Aim of the exercise | Considering the entries that follow, report how many lines include the string "館山バイパス", giving the number alone.

Supplied entries |
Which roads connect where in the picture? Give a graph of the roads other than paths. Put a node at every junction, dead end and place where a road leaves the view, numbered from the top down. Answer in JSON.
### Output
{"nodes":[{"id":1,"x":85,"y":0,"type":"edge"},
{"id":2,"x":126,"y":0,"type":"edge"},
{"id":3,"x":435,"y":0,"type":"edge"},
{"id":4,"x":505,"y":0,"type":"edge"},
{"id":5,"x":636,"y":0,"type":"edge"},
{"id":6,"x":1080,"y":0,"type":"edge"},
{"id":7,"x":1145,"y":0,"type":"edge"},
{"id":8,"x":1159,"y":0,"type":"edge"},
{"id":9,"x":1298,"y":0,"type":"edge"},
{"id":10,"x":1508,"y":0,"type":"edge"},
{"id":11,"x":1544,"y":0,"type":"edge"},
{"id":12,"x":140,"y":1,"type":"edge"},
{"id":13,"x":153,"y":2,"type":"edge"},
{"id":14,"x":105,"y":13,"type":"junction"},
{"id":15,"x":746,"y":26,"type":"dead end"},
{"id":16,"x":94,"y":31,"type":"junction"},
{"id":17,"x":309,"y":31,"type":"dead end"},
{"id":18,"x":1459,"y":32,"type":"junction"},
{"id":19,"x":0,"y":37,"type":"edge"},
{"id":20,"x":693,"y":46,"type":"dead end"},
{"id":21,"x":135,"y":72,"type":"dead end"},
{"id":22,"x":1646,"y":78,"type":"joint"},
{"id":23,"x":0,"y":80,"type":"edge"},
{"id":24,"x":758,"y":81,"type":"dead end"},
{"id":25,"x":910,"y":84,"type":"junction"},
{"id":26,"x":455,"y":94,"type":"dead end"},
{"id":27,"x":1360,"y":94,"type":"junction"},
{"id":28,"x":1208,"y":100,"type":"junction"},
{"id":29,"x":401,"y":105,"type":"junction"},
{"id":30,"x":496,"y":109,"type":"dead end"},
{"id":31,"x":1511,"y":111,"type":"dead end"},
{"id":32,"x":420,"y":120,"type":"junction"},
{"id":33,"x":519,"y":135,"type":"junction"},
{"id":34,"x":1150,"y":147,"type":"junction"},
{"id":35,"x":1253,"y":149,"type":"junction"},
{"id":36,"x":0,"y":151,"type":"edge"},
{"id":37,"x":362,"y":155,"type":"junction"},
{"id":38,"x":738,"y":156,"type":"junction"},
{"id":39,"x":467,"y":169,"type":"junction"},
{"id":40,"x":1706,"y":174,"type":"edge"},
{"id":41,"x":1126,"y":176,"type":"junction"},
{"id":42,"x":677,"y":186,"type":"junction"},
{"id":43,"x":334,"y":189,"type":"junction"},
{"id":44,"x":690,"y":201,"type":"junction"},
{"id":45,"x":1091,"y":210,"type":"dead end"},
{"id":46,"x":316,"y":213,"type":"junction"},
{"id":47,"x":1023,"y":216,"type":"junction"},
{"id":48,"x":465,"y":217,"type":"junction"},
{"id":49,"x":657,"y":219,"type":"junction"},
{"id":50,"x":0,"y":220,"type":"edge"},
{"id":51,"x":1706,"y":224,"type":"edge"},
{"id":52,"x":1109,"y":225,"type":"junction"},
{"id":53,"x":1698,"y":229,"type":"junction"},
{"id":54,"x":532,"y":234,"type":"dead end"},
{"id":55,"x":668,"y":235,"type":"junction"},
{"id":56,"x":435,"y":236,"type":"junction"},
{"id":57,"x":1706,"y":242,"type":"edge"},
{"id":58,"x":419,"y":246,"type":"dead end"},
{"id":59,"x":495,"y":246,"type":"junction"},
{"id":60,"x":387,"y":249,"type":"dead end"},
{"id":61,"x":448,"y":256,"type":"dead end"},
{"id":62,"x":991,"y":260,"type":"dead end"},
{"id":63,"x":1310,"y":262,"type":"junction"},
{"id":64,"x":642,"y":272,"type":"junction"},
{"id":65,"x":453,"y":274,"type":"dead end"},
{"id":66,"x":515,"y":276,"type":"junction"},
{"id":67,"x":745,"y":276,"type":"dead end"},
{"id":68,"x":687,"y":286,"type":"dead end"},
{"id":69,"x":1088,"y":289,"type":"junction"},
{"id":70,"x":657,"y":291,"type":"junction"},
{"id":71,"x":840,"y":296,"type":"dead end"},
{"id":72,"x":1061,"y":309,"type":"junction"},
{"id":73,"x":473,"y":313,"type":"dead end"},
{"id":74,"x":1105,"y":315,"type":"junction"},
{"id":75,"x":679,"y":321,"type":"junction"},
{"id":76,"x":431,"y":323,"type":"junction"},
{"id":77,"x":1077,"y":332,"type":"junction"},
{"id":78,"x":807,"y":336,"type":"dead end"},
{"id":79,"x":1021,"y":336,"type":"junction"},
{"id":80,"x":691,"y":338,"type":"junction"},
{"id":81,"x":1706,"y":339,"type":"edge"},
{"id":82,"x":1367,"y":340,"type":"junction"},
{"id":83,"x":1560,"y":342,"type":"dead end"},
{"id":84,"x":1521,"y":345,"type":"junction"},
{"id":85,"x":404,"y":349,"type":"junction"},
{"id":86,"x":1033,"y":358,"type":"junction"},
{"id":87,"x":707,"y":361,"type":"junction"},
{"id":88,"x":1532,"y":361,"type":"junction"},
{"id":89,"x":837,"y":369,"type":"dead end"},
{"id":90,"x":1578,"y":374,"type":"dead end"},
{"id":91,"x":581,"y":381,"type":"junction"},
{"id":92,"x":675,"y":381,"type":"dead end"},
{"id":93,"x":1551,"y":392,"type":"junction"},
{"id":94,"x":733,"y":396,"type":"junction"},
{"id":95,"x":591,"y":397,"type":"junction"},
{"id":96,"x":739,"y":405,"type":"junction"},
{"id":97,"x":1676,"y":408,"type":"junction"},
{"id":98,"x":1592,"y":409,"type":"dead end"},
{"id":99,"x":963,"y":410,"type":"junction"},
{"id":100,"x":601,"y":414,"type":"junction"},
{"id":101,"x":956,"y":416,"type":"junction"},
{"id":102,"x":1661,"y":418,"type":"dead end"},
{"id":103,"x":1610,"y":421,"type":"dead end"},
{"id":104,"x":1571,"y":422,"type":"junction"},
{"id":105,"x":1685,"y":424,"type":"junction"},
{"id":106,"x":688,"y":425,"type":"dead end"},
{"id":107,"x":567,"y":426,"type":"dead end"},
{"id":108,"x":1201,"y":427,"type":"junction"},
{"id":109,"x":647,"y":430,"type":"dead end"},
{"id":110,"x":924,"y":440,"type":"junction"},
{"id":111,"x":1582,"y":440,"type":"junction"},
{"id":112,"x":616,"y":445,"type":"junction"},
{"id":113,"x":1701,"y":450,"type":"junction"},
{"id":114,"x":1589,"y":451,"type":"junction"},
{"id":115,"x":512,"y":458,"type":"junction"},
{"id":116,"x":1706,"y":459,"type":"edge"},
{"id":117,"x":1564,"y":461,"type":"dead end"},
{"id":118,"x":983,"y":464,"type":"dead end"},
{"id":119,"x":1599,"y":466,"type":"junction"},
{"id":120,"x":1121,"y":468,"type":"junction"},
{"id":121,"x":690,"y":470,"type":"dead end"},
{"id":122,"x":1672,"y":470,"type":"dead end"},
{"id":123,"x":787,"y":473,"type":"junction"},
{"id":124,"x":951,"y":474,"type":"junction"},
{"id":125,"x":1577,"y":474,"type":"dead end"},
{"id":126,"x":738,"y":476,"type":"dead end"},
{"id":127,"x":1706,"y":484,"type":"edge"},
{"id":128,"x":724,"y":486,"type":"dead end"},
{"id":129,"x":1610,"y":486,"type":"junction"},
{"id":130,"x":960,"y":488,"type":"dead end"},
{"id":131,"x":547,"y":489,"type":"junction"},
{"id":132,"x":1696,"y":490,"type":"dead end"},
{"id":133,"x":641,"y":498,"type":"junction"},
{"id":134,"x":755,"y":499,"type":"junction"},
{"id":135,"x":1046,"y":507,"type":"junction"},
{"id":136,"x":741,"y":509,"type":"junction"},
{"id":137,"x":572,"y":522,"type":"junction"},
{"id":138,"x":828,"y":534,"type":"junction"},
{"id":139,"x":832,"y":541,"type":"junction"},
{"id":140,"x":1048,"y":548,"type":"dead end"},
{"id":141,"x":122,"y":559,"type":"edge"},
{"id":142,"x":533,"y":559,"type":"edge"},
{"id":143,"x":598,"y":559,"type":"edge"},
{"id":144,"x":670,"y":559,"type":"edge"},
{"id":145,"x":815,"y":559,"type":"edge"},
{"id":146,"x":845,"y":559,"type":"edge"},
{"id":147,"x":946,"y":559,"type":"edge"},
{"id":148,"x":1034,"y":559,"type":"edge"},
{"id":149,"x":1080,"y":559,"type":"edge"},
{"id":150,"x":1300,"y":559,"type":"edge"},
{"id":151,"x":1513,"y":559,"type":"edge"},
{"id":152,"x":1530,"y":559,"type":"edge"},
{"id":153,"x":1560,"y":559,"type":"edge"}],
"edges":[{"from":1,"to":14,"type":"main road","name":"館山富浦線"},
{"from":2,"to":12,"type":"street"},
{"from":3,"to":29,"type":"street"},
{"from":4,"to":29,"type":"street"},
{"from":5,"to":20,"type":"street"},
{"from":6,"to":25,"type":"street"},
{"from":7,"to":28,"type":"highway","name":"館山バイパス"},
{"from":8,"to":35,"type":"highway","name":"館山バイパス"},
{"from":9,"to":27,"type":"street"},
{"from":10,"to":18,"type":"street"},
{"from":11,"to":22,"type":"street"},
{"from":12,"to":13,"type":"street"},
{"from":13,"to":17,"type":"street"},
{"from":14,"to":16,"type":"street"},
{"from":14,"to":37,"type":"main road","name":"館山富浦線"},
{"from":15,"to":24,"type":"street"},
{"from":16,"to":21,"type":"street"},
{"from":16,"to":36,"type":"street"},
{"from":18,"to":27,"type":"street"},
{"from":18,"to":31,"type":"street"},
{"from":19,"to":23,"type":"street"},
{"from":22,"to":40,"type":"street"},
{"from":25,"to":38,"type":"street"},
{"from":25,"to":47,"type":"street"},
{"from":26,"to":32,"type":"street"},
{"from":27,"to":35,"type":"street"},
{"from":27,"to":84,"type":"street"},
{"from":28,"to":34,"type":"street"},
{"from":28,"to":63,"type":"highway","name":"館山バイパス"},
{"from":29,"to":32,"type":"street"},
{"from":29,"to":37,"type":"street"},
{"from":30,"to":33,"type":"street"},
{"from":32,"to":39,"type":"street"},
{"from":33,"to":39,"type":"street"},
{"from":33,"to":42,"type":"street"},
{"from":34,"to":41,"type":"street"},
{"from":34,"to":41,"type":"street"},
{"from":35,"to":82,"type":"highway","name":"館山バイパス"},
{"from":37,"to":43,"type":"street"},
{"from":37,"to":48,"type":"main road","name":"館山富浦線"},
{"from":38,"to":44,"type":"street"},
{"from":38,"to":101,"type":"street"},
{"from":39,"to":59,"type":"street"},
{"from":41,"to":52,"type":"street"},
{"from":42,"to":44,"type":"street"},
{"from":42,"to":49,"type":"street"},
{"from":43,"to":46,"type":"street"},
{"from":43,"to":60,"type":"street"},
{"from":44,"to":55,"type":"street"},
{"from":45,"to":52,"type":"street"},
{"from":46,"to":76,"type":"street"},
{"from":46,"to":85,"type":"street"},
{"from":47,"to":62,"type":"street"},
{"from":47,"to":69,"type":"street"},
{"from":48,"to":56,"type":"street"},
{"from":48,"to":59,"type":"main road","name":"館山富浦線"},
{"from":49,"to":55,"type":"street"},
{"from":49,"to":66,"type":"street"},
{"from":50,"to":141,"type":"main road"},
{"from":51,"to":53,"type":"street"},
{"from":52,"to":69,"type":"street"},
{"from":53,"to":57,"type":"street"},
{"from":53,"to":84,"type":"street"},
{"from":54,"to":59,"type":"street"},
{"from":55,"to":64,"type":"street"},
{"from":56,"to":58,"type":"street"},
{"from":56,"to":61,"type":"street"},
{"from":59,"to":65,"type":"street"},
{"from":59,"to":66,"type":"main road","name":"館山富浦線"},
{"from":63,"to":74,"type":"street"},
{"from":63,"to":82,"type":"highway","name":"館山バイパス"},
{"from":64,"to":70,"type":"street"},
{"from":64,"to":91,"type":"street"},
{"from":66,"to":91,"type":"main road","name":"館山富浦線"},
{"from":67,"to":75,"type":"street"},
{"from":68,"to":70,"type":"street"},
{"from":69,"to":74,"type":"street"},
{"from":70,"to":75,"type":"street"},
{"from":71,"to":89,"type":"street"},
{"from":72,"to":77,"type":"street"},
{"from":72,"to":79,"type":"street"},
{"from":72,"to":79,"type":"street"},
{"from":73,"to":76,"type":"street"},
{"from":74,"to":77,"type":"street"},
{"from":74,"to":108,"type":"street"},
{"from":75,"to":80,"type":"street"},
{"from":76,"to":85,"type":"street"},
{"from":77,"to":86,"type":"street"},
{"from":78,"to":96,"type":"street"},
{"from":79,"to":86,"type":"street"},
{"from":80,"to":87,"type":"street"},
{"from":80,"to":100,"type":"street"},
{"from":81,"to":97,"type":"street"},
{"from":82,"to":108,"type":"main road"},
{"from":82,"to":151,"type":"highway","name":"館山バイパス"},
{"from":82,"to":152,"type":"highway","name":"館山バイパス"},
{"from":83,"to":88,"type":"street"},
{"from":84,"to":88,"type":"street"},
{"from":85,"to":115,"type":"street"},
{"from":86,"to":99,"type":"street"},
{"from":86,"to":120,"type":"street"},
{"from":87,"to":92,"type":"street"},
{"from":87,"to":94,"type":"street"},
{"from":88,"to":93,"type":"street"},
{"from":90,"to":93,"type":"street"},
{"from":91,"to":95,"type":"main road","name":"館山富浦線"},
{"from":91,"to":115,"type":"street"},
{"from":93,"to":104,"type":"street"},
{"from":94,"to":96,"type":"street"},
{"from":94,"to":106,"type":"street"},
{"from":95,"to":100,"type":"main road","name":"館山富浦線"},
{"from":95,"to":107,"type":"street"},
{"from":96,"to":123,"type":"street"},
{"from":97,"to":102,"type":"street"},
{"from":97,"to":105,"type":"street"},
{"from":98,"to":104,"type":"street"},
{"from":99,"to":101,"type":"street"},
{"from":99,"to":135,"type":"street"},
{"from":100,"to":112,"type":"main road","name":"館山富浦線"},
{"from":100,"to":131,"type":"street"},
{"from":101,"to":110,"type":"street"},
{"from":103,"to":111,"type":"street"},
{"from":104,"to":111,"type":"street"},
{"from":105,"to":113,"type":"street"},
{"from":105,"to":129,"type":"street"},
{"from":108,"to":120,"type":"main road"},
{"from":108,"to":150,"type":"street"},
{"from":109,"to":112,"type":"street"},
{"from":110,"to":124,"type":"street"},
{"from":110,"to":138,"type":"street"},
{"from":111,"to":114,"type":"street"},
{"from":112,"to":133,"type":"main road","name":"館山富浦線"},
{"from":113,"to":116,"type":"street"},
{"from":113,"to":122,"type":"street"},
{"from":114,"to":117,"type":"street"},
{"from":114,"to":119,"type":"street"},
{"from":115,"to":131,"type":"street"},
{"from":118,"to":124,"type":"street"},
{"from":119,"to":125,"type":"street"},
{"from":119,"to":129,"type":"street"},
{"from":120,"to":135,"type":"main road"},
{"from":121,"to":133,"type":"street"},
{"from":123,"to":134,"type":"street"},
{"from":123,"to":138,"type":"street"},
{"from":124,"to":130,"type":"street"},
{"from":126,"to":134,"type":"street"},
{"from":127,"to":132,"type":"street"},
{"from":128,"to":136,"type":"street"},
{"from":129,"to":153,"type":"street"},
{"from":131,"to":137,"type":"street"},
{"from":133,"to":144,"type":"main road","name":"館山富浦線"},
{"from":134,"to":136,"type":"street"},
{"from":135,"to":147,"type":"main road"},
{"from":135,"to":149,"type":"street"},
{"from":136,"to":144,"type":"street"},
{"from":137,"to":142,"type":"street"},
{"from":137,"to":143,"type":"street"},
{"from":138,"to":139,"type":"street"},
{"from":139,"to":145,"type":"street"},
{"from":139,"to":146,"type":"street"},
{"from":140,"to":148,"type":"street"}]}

Solution | 7